May a Christian own slaves, even when this makes him part of a larger pagan system that is not fully scriptural, or perhaps not scriptural at all? Provided that he owns them in conformity to Christ's laws for such situations, the Bible is clear that Christians may own slaves.

Slavery as it existed in the South was a relationship based upon mutual affection and confidence. There has never been a multiracial society that has existed with such mutual intimacy and harmony in the history of the world. The gospel enabled men who were distinct in nearly every way to live and work together, to be friends and often intimates. This happened to such an extent that moderns indoctrinated by "civil rights" propaganda would be thunderstruck to know the half of it.

In the South, there were times when slaves were punished, and when this happened, they were commonly punished by means of whipping. Some whippings were severe. In other instances, whipping was as mildly applied as the corporal punishment normally practiced within families today.

But it was far more in the master's interest to motivate his slaves by positive means. Nearly every slave in the South enjoyed a higher standard of living than the poor whites of the South--and had a much easier existence.

Slave owners promoted high standards of morality among their slaves. Marriage was encouraged. Adultery was punished, and divorce was discouraged by the whip.

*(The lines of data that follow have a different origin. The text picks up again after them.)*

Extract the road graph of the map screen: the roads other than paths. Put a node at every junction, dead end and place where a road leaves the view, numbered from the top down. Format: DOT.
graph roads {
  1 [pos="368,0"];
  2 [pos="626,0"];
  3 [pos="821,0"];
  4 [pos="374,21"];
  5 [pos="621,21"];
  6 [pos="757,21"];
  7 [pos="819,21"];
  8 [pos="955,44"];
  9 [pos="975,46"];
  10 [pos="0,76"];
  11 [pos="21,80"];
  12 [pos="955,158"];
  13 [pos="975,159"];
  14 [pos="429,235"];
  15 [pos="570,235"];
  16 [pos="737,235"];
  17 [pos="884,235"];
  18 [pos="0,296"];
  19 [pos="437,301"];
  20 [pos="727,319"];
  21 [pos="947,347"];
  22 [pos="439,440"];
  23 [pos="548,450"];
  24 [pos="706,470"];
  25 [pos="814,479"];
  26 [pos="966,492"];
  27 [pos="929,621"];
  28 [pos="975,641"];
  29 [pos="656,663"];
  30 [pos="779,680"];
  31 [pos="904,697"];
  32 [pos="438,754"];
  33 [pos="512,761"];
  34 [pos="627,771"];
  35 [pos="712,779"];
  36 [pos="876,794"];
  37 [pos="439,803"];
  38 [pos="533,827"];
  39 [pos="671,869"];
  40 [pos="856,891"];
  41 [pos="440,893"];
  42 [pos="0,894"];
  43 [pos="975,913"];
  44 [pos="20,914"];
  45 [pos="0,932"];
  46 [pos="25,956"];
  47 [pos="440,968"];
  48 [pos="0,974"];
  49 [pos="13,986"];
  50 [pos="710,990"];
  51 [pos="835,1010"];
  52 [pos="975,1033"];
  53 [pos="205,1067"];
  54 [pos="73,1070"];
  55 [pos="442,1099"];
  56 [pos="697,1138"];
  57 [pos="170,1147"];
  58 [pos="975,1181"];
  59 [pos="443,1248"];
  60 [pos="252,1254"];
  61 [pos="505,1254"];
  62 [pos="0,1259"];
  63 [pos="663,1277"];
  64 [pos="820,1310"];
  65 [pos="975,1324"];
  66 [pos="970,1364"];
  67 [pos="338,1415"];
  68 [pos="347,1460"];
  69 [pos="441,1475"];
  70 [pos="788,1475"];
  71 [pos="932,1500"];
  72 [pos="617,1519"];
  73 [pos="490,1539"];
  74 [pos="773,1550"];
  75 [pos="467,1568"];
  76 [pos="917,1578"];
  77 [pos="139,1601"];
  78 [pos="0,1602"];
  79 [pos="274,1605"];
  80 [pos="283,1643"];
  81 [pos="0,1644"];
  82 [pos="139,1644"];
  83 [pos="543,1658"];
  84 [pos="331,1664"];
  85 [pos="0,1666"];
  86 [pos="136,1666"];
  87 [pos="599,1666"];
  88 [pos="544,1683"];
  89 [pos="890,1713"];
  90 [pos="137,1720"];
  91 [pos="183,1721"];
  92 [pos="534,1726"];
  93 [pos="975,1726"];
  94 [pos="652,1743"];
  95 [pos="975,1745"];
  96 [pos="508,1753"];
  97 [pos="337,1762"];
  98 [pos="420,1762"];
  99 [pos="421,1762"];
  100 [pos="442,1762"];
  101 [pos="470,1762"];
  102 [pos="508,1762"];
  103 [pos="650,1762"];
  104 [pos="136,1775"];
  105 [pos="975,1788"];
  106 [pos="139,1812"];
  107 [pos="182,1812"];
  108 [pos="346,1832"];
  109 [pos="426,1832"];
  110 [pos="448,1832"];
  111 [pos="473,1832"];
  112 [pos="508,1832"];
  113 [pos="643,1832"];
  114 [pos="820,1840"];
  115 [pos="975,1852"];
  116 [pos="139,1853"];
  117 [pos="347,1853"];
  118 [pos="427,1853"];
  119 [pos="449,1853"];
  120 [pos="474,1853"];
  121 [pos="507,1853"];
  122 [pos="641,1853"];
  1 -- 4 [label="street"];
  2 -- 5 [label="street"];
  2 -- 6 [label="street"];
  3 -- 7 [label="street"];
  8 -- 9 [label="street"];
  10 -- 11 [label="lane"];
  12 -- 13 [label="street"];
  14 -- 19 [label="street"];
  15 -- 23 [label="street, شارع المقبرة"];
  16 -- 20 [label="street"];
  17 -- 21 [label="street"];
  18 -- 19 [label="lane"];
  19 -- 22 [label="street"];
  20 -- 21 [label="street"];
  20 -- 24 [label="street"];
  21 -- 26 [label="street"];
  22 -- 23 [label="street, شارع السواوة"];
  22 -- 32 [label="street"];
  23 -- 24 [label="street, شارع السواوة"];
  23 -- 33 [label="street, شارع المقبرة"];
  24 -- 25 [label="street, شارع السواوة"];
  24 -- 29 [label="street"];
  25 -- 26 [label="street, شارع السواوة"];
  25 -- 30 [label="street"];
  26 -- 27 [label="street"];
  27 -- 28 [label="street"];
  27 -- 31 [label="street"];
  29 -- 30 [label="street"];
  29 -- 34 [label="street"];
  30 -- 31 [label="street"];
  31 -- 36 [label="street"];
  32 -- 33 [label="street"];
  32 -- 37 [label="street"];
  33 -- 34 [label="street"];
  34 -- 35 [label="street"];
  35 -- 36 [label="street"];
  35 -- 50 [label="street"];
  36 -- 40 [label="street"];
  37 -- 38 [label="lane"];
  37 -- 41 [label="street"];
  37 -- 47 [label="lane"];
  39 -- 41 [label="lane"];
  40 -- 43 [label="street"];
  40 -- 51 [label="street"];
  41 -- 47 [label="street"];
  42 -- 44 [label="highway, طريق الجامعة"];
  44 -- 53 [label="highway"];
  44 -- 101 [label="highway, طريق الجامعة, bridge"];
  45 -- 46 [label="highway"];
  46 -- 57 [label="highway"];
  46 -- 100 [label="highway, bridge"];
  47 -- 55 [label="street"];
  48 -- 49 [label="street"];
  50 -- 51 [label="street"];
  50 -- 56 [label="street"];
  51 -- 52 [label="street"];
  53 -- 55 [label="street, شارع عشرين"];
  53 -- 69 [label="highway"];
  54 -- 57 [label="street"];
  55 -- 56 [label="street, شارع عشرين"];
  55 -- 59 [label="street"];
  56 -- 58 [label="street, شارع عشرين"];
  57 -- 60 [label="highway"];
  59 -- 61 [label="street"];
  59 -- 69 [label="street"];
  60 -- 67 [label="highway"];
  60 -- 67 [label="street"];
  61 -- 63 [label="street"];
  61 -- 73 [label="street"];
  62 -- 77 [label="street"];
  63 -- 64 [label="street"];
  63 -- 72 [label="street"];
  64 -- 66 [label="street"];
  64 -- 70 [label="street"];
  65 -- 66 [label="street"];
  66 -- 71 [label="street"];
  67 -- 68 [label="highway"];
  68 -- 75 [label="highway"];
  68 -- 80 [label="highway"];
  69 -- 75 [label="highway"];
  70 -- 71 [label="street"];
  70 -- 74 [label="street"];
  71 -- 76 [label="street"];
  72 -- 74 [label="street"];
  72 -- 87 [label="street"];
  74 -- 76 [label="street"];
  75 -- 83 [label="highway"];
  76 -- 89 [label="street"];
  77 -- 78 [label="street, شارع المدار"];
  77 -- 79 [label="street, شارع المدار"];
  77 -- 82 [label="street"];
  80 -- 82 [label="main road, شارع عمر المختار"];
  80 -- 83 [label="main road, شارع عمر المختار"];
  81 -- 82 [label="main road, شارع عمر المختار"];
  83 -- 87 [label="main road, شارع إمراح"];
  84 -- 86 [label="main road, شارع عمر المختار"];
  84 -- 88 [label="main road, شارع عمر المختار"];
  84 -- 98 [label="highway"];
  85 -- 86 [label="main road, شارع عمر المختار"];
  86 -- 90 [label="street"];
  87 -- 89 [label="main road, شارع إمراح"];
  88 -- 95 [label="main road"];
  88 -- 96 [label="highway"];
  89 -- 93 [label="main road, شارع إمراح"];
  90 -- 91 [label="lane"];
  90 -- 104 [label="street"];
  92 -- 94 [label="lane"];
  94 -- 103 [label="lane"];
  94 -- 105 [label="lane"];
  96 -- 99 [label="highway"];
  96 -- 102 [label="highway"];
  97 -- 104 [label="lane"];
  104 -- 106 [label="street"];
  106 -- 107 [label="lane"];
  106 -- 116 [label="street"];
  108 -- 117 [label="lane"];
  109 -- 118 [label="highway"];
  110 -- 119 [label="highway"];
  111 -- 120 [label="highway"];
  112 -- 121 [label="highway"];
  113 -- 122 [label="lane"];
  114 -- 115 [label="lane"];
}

The thesis that systematic breeding of slaves for sale in the market accounted for a major share of the net income of slaveholders is often espoused. The proponents of the breeding thesis have been misled by their failure to recognize the difference between human beings and animals. Promiscuity increases venereal disease and reduces fertility, and emotional factors are of considerable significance in successful human conception. To imply that these factors would not be present in black people is inherently racist.

Furthermore, slave families were not matriarchal, as is commonly assumed. The husband was the head of the house, and there was a strong familial bond between family members. One could argue that the black family has never been stronger than it was under slavery. It was certainly stronger under the southern slave system than it is today under our destructive welfare state.

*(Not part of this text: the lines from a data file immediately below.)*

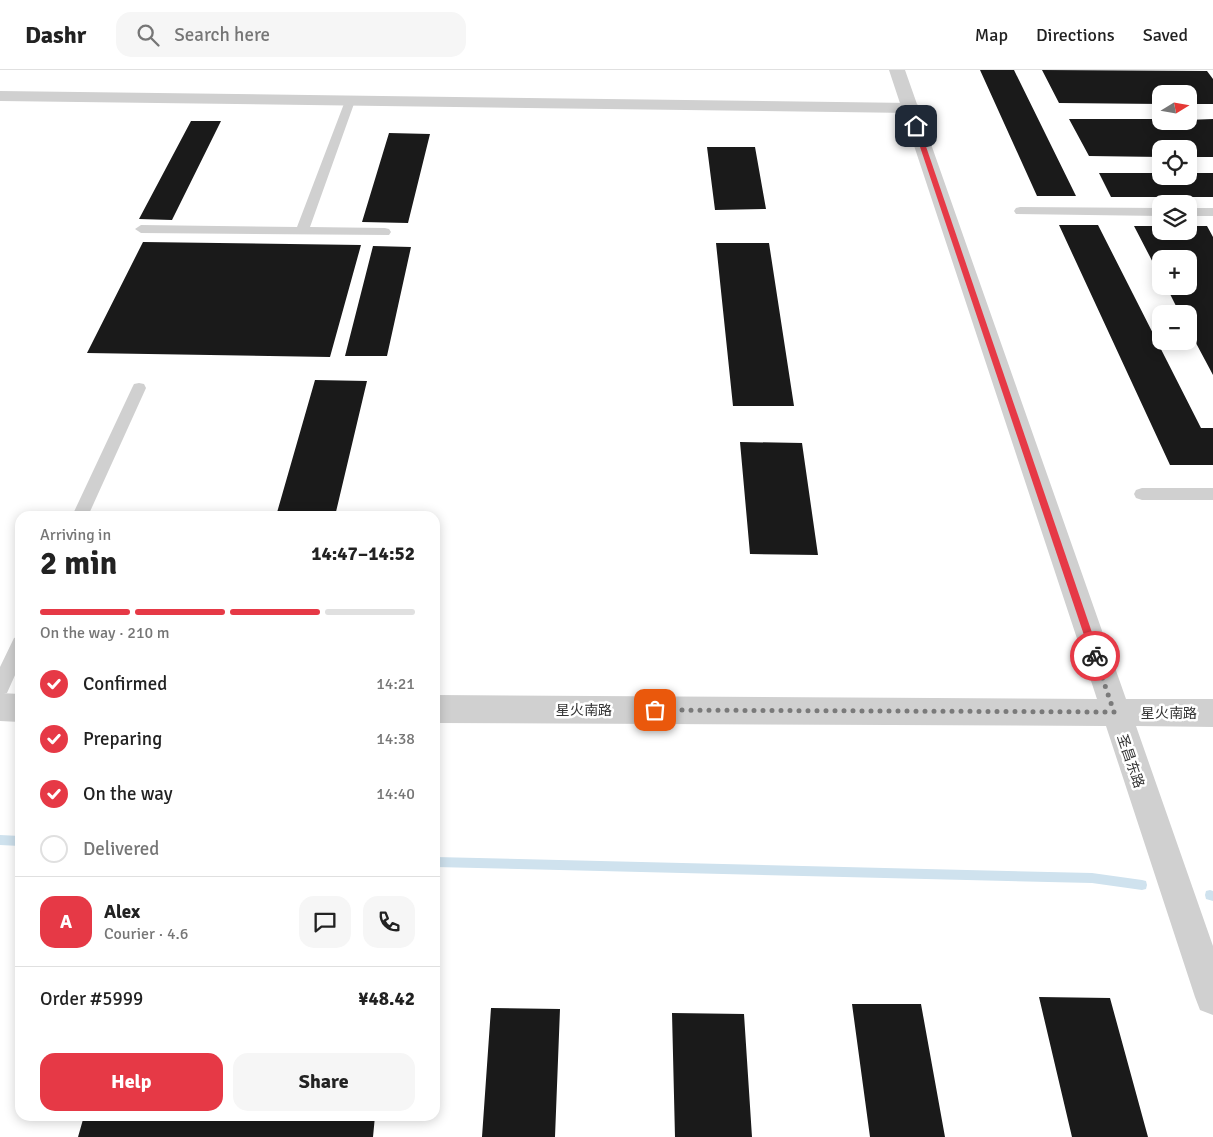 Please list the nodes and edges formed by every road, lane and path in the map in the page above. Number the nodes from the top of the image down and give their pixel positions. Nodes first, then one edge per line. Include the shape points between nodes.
1 (897, 70) edge
2 (0, 96) edge
3 (350, 101) junction
4 (910, 108) junction
5 (1020, 211) dead end
6 (1152, 212) edge
7 (1197, 212) edge
8 (1213, 212) edge
9 (141, 229) dead end
10 (302, 231) junction
11 (385, 232) dead end
12 (139, 388) dead end
13 (1142, 494) dead end
14 (1213, 494) edge
15 (82, 511) edge
16 (15, 655) edge
17 (0, 687) edge
18 (0, 708) edge
19 (15, 708) edge
20 (440, 709) edge
21 (1114, 712) junction
22 (1213, 713) edge
23 (1213, 997) edge

1 - 4 street, 圣昌东路
2 - 3 street
3 - 4 street
3 - 10 lane
4 - 21 street, 圣昌东路
5 - 6 lane
7 - 8 lane
9 - 10 lane
10 - 11 lane
12 - 15 lane
13 - 14 lane
16 - 17 lane
18 - 19 street
20 - 21 street, 星火南路
21 - 22 street, 星火南路
21 - 23 street, 圣昌东路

Critics of the South have consistently accused slave owners and overseers of turning plantations into personal harems. Such arguments overlook the real and potentially large costs that confronted masters and overseers sought sexual pleasures in the slave quarers. It would have been much easier, and less risky, for owners of large plantations to keep a mistress in town than to risk the destruction of their own families by taking up with a slave woman. Further, to imply that black men would be indifferent to the sexual abuse of their women is to imply that they were somehow less manly than other men. This common assumption about slave men is an insult to their humanity and patently racist.

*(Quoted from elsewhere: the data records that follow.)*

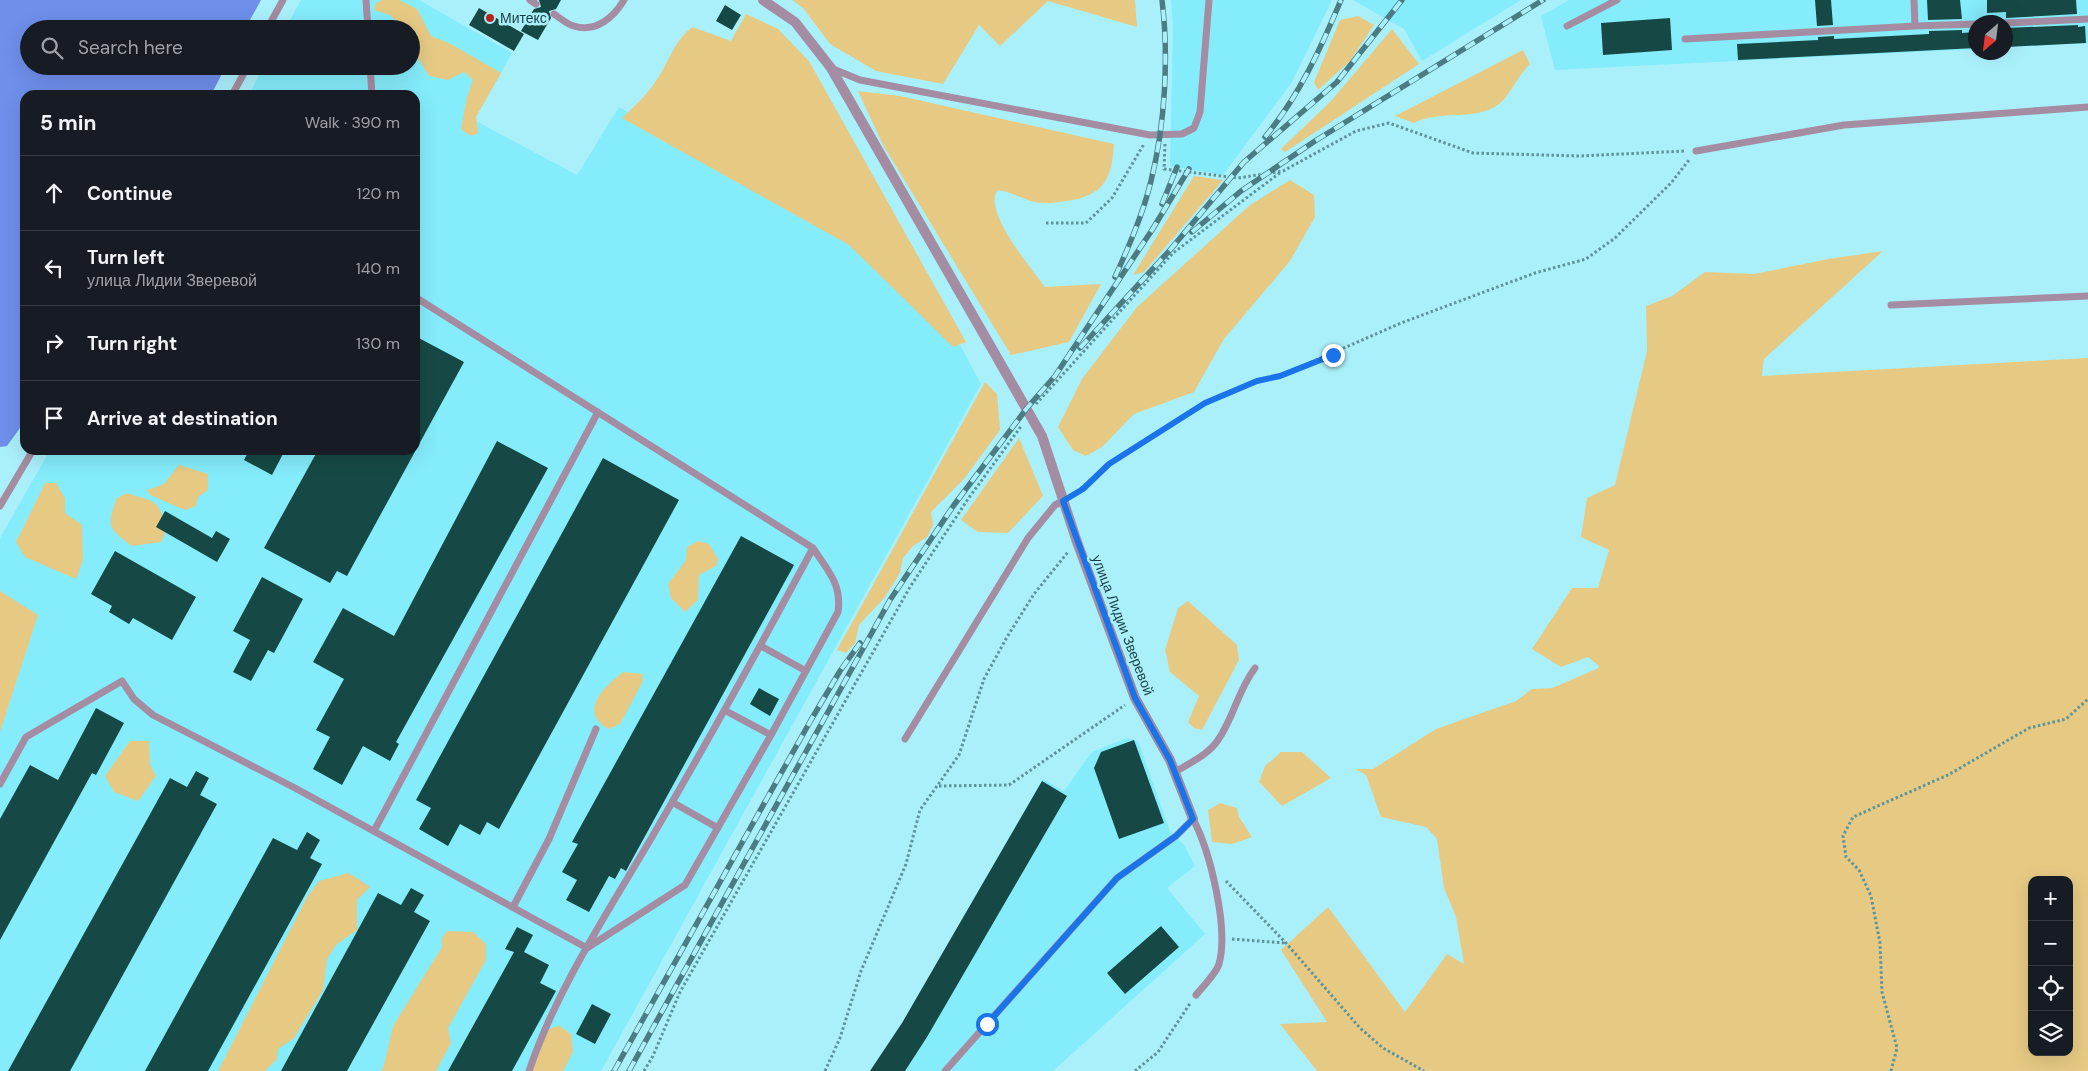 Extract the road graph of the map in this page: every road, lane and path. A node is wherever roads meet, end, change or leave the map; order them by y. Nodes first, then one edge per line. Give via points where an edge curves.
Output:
1 (283, 0) edge
2 (366, 0) edge
3 (624, 0) edge
4 (762, 0) edge
5 (1209, 0) edge
6 (1617, 0) edge
7 (1914, 0) edge
8 (554, 14) dead end
9 (273, 20) edge
10 (367, 20) edge
11 (2088, 20) edge
12 (2013, 23) edge
13 (1968, 24) edge
14 (1567, 26) dead end
15 (1915, 26) junction
16 (1685, 39) dead end
17 (831, 68) junction
18 (243, 75) edge
19 (371, 75) edge
20 (235, 90) edge
21 (372, 90) edge
22 (2088, 108) edge
23 (1150, 135) junction
24 (1165, 136) junction
25 (1696, 151) junction
26 (1283, 171) junction
27 (1046, 223) dead end
28 (2088, 296) edge
29 (420, 300) edge
30 (1891, 306) dead end
31 (598, 412) junction
32 (1030, 413) junction
33 (30, 455) edge
34 (1063, 501) junction
35 (0, 506) edge
36 (1077, 542) junction
37 (813, 548) junction
38 (761, 646) junction
39 (1255, 668) dead end
40 (806, 671) junction
41 (1135, 698) junction
42 (2088, 699) edge
43 (726, 711) junction
44 (596, 729) dead end
45 (771, 736) junction
46 (905, 738) dead end
47 (1175, 772) junction
48 (0, 784) edge
49 (938, 786) junction
50 (672, 802) junction
51 (1193, 819) junction
52 (718, 828) junction
53 (374, 831) junction
54 (1213, 875) junction
55 (513, 908) junction
56 (1222, 938) junction
57 (1286, 943) junction
58 (587, 948) junction
59 (1196, 995) joint
60 (529, 1071) edge
61 (644, 1071) edge
62 (825, 1071) edge
63 (945, 1071) edge
64 (1135, 1071) edge
65 (1424, 1071) edge
66 (1891, 1071) edge

1 - 9 lane
2 - 10 lane
3 - 8 lane via 616,13 598,26 575,26
4 - 17 street, улица Лидии Зверевой via 795,22
5 - 24 lane via 1200,112 1194,128 1182,134
6 - 14 lane
7 - 15 lane
11 - 12 lane
13 - 15 lane
15 - 16 lane
17 - 23 lane via 860,80
17 - 32 street, улица Лидии Зверевой
18 - 20 lane
19 - 21 lane
22 - 25 lane via 1844,125
23 - 24 lane
23 - 27 path via 1112,198 1086,223
24 - 26 path via 1164,169 1238,178
25 - 26 path via 1579,156 1473,153 1389,123 1356,131
25 - 34 path via 1671,183 1615,238 1586,259 1535,273 1401,323 1289,373 1257,381 1205,403 1109,464 1083,489
26 - 32 path via 1173,253
28 - 30 lane
29 - 31 lane
31 - 37 lane
31 - 53 lane
32 - 34 street, улица Лидии Зверевой via 1042,436
32 - 61 path via 910,587 680,992
33 - 35 lane
34 - 36 street, улица Лидии Зверевой
34 - 46 lane via 1049,511 1028,538
36 - 41 street, улица Лидии Зверевой
36 - 49 path via 1034,594 1003,645 984,679 959,754
37 - 38 lane
37 - 40 lane via 837,585 839,599 838,612
38 - 40 lane
38 - 43 lane
39 - 47 lane via 1243,684 1218,741 1202,756
40 - 45 lane
41 - 47 street, улица Лидии Зверевой
41 - 49 path via 1009,785
42 - 66 path via 2066,718 2029,728 1948,775 1853,817 1843,836 1846,857 1859,870 1871,896 1880,943 1882,992 1897,1048
43 - 45 lane
43 - 50 lane
44 - 55 lane via 549,839
45 - 52 lane
47 - 51 street, улица Лидии Зверевой
48 - 53 lane via 26,737 122,681 134,699 153,715
49 - 62 path via 920,810 906,864 861,972 840,1038
50 - 52 lane
50 - 58 lane
51 - 54 lane
51 - 63 lane via 1176,836 1117,878
52 - 58 lane via 685,885
53 - 55 lane
54 - 56 lane
54 - 57 path via 1226,882
55 - 58 lane
56 - 57 path
56 - 59 lane via 1218,965
57 - 65 path via 1360,1028 1383,1048
58 - 60 lane via 540,1037
59 - 64 path via 1158,1052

Slavery produced in the South a genuine affection between the races that we believe we can say has never existed in any nation before the Civil War or since. Listen to a few examples:

George Fleming of Laurens, South Carolina, said: "I longed to see Marse Sam Fleming. Lawd, chile, dat's de best white man what ever breathed de good air. As old as I is, I still draps a tear when I see his grave, fer he sho' was good to me and all his other niggers."

Clara Davis of Alabama said: "Dem was de good ole days. How I longs to be back dar wid my ole folks an' playin' wid de chillun down by de creek. I done tol' de Lawd I don't want nothin' much . . . only my home, white folks."

Adeline Johnson, Winnsboro, South Carolina: "I want to be in heaven with all my white folks, just to wait on them, and love them, and serve them, sorta like I did in slavery time. That will be enough heaven for Adeline."

There is a nobility to these old servants that humbles us: Nicey Pugh says, "I was born a slave but I ain't neber been one. I'se been a worker for good peoples. You wouldn't calls dat bein' a slave would you, white folks!"

The issue of slavery was used to provoke a revolution in 1861. That revolution has continued to this day, and slavery has increased in our land as a result. It is time for us to stand and declare the truth about slavery and to expose the failures of the abolitionist worldview.